» **REQUIRED ACTION**: Could you print the listing again exactly, omitting the pictures?
BEGIN INFORMATION SHOWN
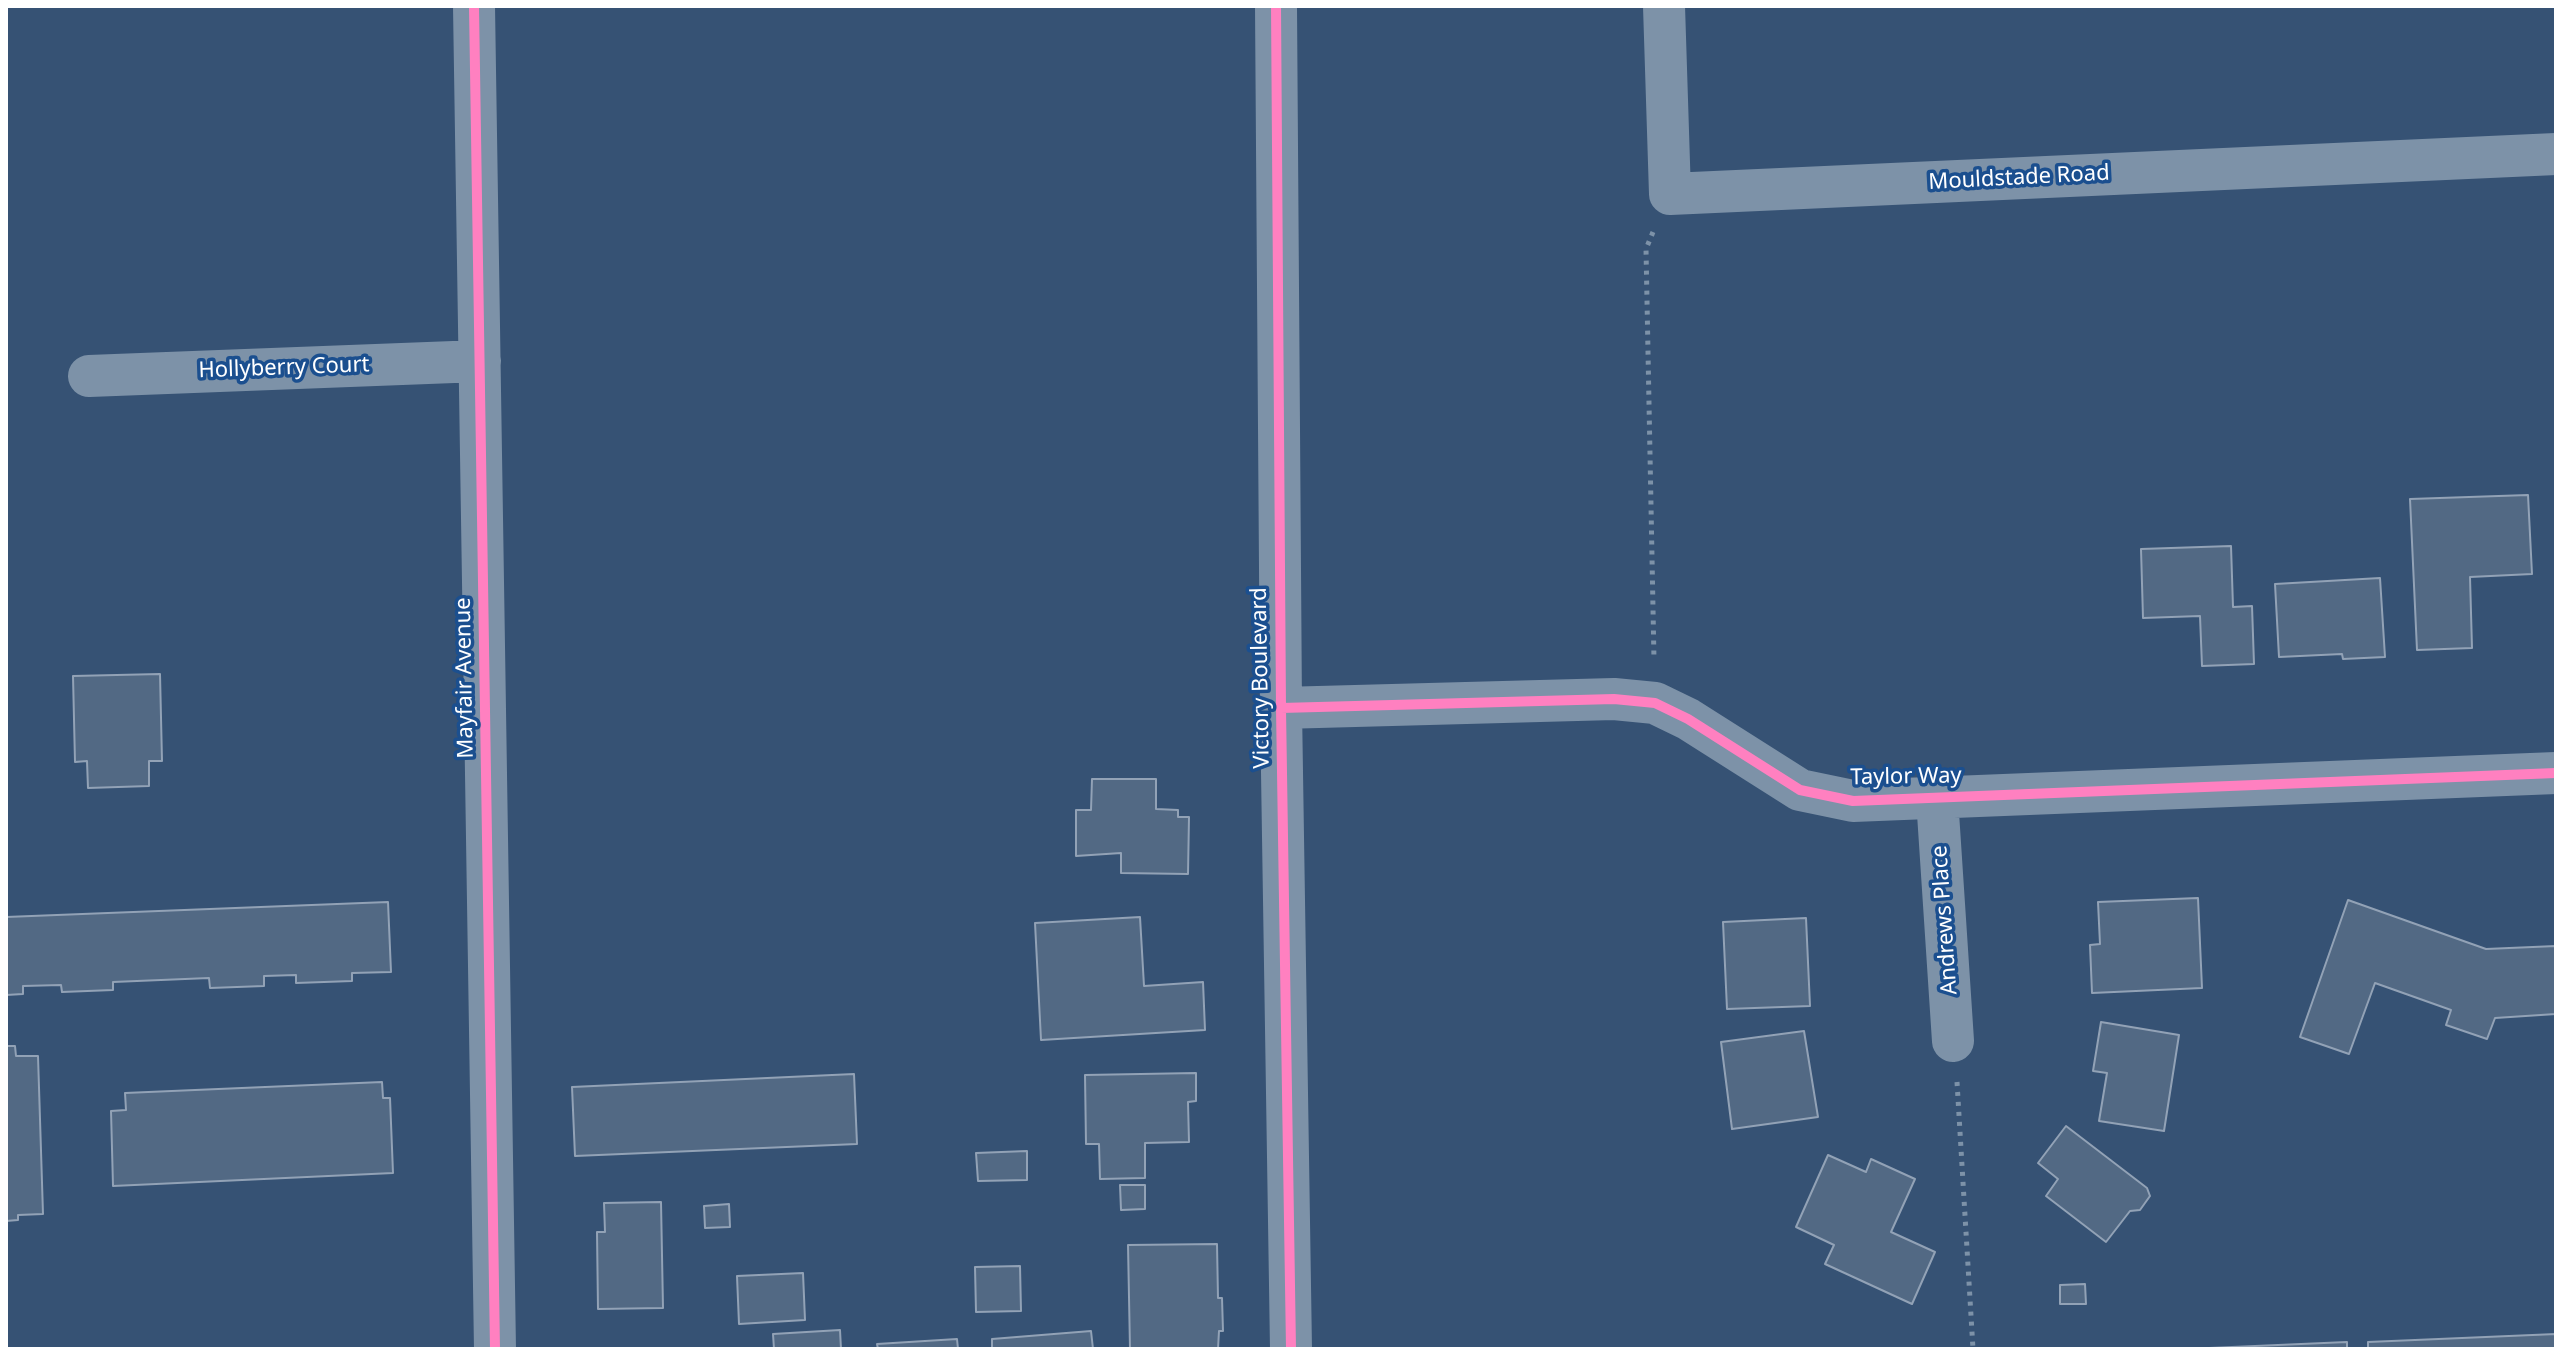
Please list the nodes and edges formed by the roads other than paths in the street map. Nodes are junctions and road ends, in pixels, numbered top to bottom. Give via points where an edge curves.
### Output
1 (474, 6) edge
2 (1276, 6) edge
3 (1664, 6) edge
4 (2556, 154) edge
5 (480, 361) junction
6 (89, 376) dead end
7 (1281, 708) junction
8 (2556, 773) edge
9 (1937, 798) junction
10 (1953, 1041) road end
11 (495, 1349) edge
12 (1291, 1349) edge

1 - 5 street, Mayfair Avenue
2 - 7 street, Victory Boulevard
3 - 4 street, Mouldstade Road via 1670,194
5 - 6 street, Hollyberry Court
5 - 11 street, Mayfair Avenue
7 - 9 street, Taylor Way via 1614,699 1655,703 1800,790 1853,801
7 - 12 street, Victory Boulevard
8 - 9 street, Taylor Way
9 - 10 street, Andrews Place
END INFORMATION SHOWN
» **SOLUTION FOR THIS TASK**:
Please list the nodes and edges formed by the roads other than paths in the street map. Nodes are junctions and road ends, in pixels, numbered top to bottom. Give via points where an edge curves.
### Output
1 (474, 6) edge
2 (1276, 6) edge
3 (1664, 6) edge
4 (2556, 154) edge
5 (480, 361) junction
6 (89, 376) dead end
7 (1281, 708) junction
8 (2556, 773) edge
9 (1937, 798) junction
10 (1953, 1041) road end
11 (495, 1349) edge
12 (1291, 1349) edge

1 - 5 street, Mayfair Avenue
2 - 7 street, Victory Boulevard
3 - 4 street, Mouldstade Road via 1670,194
5 - 6 street, Hollyberry Court
5 - 11 street, Mayfair Avenue
7 - 9 street, Taylor Way via 1614,699 1655,703 1800,790 1853,801
7 - 12 street, Victory Boulevard
8 - 9 street, Taylor Way
9 - 10 street, Andrews Place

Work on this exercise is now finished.